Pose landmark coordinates
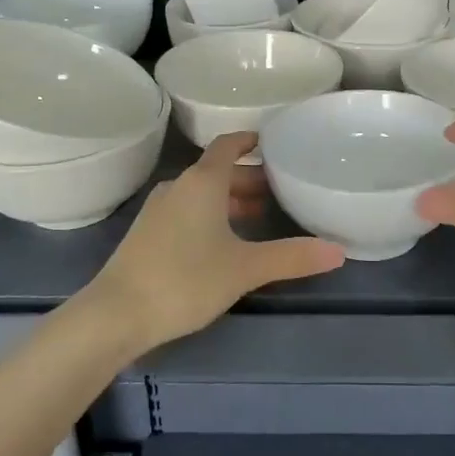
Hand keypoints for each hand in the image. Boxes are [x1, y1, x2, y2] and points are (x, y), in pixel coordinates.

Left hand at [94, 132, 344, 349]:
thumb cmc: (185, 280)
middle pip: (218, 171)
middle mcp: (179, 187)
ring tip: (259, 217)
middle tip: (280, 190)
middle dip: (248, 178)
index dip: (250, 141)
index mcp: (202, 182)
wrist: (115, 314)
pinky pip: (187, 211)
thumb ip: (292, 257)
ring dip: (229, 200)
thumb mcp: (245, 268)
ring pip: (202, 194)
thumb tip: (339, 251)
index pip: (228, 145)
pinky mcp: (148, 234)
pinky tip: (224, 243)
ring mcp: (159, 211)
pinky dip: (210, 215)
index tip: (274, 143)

* * *

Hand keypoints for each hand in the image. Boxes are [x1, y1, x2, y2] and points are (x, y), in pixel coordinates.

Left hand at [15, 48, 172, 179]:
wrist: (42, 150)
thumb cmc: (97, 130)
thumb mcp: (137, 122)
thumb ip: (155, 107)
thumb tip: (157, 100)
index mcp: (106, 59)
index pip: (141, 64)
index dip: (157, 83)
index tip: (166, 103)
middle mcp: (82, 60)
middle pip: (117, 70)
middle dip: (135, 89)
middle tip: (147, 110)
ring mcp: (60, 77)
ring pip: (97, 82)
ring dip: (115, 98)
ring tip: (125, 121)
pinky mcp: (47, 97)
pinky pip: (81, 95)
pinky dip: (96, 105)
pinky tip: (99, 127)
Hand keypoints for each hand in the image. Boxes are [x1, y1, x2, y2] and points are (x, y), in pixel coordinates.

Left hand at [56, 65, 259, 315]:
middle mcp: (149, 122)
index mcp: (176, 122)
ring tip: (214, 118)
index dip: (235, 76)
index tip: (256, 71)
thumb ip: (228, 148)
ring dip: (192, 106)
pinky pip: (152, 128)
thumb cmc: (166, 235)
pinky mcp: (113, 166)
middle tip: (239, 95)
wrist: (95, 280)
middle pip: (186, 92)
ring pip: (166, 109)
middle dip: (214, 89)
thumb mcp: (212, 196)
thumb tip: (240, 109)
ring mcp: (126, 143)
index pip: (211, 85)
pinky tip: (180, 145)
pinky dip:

--

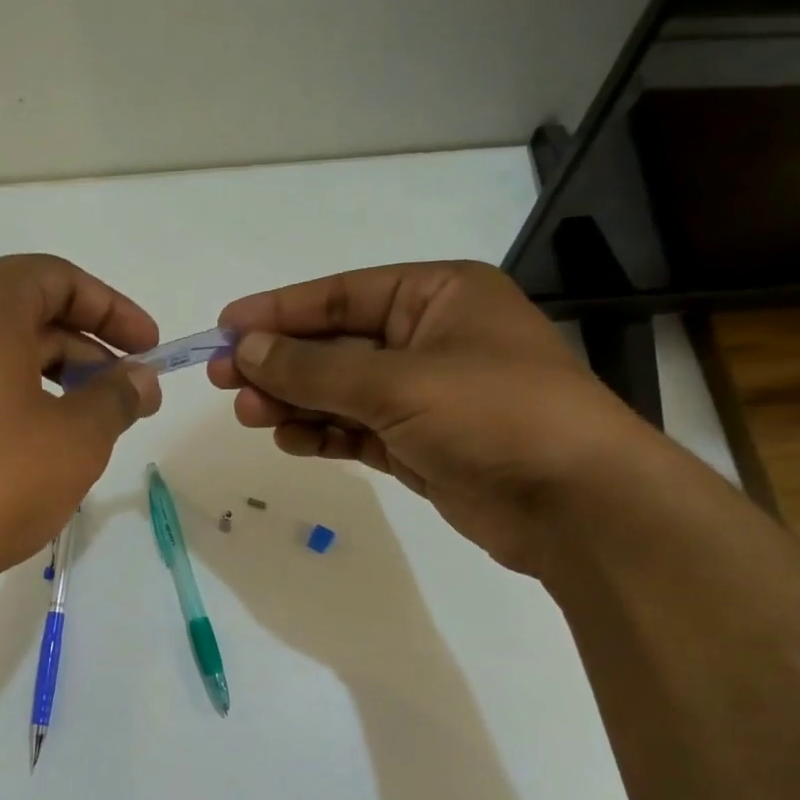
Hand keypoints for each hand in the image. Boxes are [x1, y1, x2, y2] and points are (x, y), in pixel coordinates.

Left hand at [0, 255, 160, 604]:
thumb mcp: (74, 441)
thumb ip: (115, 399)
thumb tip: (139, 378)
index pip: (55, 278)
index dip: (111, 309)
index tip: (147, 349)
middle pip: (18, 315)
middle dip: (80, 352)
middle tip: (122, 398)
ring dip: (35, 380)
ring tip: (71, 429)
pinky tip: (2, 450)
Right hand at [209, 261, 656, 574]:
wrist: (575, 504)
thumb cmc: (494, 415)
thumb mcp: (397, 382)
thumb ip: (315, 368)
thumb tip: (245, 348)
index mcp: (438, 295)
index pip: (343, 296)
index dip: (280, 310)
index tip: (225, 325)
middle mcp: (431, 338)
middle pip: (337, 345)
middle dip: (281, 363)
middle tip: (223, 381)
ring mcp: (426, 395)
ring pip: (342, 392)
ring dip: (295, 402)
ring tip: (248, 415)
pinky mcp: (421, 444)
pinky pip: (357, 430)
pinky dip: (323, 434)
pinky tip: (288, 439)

> Exercise description: Starting at the line above that contains "middle dip: (281, 363)", write out each line exactly until the line that contains "pinky tip: (288, 439)" has been written, and stop there.

> Response area:
middle dip: (281, 363)
middle tip: (223, 381)
ring mcp: (426, 395)
ring pip: (342, 392)
ring dip: (295, 402)
ring tip: (248, 415)
pinky mcp: (421, 444)
pinky pip: (357, 430)
pinky dip: (323, 434)
pinky tip: (288, 439)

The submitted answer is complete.